__EXERCISE GOAL__: Copy out every line in the entries below that includes "graph".

__ENTRIES SHOWN__:

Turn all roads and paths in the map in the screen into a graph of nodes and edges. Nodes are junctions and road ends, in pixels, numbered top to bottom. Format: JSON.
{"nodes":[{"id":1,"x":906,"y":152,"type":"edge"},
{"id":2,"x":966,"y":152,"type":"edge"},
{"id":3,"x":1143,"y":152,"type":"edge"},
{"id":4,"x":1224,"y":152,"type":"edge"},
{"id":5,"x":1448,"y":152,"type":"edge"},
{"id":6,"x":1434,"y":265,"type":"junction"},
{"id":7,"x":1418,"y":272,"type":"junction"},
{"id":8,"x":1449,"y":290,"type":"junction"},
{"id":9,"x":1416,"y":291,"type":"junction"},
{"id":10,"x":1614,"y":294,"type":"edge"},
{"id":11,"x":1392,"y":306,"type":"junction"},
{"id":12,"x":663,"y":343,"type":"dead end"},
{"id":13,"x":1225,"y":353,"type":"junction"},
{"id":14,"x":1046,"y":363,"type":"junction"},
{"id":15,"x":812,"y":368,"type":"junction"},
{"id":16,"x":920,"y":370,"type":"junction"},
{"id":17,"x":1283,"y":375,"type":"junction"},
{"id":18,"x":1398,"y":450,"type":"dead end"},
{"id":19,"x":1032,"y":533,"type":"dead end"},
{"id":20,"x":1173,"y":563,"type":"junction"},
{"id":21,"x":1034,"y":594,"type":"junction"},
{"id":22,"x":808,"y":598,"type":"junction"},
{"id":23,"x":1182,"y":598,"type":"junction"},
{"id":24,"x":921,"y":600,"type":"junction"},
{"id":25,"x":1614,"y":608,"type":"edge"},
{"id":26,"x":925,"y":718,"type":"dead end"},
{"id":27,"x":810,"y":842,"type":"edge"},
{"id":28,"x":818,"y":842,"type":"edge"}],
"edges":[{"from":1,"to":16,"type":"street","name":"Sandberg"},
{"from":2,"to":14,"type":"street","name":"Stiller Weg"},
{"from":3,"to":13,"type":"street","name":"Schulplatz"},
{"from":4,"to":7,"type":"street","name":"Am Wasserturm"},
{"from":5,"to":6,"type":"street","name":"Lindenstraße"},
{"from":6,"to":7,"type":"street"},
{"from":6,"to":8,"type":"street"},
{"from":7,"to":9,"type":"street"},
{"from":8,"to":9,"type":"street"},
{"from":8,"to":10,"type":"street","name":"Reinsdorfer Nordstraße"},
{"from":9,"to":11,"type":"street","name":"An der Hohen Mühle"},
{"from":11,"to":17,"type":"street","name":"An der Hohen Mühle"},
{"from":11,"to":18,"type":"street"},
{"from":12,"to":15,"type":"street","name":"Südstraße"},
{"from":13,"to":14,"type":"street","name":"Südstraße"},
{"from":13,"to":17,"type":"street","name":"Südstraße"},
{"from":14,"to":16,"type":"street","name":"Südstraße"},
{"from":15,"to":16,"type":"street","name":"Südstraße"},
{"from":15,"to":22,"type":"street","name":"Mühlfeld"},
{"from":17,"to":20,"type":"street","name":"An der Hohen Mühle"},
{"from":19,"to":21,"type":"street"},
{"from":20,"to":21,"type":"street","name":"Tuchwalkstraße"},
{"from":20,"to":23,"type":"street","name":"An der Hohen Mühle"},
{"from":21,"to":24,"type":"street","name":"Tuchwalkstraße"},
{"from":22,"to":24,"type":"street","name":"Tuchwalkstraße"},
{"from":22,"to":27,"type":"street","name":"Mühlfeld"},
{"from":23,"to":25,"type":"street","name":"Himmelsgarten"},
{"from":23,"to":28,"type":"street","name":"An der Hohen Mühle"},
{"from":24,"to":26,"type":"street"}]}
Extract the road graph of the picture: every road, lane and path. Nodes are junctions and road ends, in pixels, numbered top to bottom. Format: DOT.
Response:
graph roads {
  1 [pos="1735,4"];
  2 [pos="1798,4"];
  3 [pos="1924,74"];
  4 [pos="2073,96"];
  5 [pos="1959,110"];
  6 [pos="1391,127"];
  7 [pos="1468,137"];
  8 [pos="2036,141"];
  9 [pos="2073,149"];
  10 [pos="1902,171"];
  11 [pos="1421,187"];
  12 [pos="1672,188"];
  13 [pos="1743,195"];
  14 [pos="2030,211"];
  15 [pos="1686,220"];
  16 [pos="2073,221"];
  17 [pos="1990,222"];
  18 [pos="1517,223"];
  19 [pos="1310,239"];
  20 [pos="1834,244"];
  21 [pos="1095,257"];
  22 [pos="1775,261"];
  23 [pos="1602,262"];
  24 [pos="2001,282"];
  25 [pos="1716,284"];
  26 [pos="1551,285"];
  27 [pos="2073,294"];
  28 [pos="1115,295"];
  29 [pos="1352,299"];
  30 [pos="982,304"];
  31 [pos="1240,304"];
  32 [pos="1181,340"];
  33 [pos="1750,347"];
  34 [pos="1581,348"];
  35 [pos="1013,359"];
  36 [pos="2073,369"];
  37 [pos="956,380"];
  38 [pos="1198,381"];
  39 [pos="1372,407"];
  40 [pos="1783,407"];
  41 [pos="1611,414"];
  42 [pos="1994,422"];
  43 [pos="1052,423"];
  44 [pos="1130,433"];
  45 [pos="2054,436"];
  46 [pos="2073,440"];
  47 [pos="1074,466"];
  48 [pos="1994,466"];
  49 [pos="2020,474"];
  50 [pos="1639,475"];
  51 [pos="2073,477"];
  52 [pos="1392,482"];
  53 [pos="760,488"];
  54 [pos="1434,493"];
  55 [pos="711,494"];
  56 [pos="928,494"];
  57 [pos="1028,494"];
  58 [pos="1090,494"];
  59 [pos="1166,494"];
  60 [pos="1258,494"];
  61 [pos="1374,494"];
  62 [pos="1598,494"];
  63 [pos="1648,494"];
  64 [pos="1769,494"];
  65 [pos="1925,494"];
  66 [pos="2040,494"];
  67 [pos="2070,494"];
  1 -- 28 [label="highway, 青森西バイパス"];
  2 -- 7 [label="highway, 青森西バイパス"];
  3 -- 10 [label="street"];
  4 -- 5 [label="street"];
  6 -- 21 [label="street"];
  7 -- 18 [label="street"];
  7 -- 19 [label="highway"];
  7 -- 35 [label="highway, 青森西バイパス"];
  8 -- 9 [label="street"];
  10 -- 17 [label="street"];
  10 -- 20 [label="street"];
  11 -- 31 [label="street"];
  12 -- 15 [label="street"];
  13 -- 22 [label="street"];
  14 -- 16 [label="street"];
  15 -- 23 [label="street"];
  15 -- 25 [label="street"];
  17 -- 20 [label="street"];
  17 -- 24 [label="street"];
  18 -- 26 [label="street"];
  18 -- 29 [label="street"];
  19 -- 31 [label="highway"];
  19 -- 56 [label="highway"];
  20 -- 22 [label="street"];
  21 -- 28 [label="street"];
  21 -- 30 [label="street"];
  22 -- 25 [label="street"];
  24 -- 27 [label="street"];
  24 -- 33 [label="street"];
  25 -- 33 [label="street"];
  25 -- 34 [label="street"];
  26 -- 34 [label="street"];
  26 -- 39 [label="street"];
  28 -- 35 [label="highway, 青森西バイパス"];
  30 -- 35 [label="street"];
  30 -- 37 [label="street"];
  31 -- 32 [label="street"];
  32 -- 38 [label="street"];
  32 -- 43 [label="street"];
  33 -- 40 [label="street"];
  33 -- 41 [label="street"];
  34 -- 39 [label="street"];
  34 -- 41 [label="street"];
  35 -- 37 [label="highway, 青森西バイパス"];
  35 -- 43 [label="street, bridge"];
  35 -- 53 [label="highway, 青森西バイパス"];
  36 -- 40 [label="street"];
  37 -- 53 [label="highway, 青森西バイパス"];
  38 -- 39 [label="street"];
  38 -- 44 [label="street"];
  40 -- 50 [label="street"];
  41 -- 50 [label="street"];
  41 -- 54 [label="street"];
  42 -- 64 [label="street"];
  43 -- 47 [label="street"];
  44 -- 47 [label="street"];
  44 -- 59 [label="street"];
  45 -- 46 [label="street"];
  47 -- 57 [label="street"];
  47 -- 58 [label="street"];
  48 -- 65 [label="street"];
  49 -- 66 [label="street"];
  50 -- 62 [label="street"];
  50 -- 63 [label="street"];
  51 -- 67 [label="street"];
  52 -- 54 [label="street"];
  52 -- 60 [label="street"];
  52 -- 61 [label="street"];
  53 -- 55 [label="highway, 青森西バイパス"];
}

__SOLVED EXERCISE__:
Turn all roads and paths in the map in the screen into a graph of nodes and edges. Nodes are junctions and road ends, in pixels, numbered top to bottom. Format: JSON.
Extract the road graph of the picture: every road, lane and path. Nodes are junctions and road ends, in pixels, numbered top to bottom. Format: DOT.
graph roads {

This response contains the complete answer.